- Pinpeline & Processor 概念
- Pinpeline 使用
- 内置的 Processors
- Set Processor(设置处理器)
- Append Processor(追加处理器)
- Convert Processor(转换处理器)
- Date Processor(日期处理器)
- Date Index Name Processor(日期索引名称处理器)
- Grok Processor(Grok 处理器)
- Gsub Processor(Gsub 处理器)
- Join Processor(连接处理器)
- JSON Processor(JSON 处理器)
- KV Processor(KV 处理器)
- Lowercase Processor(小写处理器)
- Uppercase Processor(大写处理器)
- Remove Processor(删除处理器)
- Rename Processor(重命名处理器)
- Split Processor(拆分处理器)
- Sort Processor(排序处理器)
- Trim Processor(修剪处理器)
- Script Processor(脚本处理器)
- 数据重建索引
- Ingest Node v.s Logstash
Elasticsearch 5.0 后,引入的一种新的节点类型。
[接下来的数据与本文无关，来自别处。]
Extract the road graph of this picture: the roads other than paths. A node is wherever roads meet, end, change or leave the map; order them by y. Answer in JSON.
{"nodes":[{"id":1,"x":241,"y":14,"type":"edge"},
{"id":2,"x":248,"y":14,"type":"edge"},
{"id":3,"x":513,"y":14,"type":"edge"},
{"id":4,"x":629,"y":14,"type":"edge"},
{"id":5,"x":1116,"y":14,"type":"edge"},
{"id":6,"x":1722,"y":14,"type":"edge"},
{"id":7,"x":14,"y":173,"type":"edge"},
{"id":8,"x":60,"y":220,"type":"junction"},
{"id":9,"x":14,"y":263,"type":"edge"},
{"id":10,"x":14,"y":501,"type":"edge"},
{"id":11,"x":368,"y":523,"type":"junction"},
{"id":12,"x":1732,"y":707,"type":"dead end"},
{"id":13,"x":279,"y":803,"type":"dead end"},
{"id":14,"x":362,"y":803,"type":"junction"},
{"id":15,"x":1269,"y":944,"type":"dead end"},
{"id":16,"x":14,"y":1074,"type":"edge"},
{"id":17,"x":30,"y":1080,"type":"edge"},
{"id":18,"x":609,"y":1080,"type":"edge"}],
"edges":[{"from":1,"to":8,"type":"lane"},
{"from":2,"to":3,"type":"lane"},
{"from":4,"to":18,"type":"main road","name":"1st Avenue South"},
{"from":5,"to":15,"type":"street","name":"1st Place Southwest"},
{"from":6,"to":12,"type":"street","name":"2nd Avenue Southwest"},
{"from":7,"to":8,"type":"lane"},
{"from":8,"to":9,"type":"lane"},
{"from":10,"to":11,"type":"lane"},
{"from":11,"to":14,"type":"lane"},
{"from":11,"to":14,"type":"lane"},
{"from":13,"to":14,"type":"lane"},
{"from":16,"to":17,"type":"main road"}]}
默认配置下,每个节点都是 Ingest Node。
- 具有预处理数据的能力,可拦截 Index 或 Bulk API 的请求。
- 为某个字段设置默认值:重命名某个字段的字段名;对字段值进行 Split 操作
- 支持设置 Painless 脚本,对数据进行更加复杂的加工。
对数据进行转换,并重新返回给 Index 或 Bulk API。
Pinpeline & Processor 概念
Pipeline:管道会对通过的数据(文档),按照顺序进行加工
- Processor:Elasticsearch 很多内置的 Processor,也支持通过插件的方式,实现自己的 Processor。
Pinpeline 使用
POST _ingest/pipeline/_simulate
{
"pipeline": {
"description": "to split blog tags",
"processors": [
{
"split": {
"field": "tags",
"separator": ","
}
},
{
"set":{
"field": "views",
"value": 0
}
}
]
},
"docs": [
{
"_index": "index",
"_id": "id",
"_source": {
"title": "Introducing big data......",
"tags": "hadoop,elasticsearch,spark",
"content": "You konw, for big data"
}
},
{
"_index": "index",
"_id": "idxx",
"_source": {
"title": "Introducing cloud computering",
"tags": "openstack,k8s",
"content": "You konw, for cloud"
}
}
]
}
PUT _ingest/pipeline/blog_pipeline
{
"description": "a blog pipeline",
"processors": [
{
"split": {
"field": "tags",
"separator": ","
}
},
{
"set":{
"field": "views",
"value": 0
}
}
]
}
GET _ingest/pipeline/blog_pipeline
POST _ingest/pipeline/blog_pipeline/_simulate
{
"docs": [
{
"_source": {
"title": "Introducing cloud computering",
"tags": "openstack,k8s",
"content": "You konw, for cloud"
}
}
]
}
PUT tech_blogs/_doc/2?pipeline=blog_pipeline
{
"title": "Introducing cloud computering",
"tags": "openstack,k8s",
"content": "You konw, for cloud"
}
内置的 Processors
Set Processor(设置处理器)
{
"set": {
"field": "price_doc",
"value": "价格:{{_source.price}}"
}
}
Append Processor(追加处理器)
{
"append": {
"field": "field1",
"value": ["item2", "item3", "item4"]
}
}
Convert Processor(转换处理器)
{
"convert": {
"field" : "foo",
"target_field": "foo",
"type": "integer",
"ignore_missing": false
}
}
# field:将要转换其值的 field(字段)。
# target_field:可选,指定转换结果的 field(字段),默认情况下更新到原来的 field 上。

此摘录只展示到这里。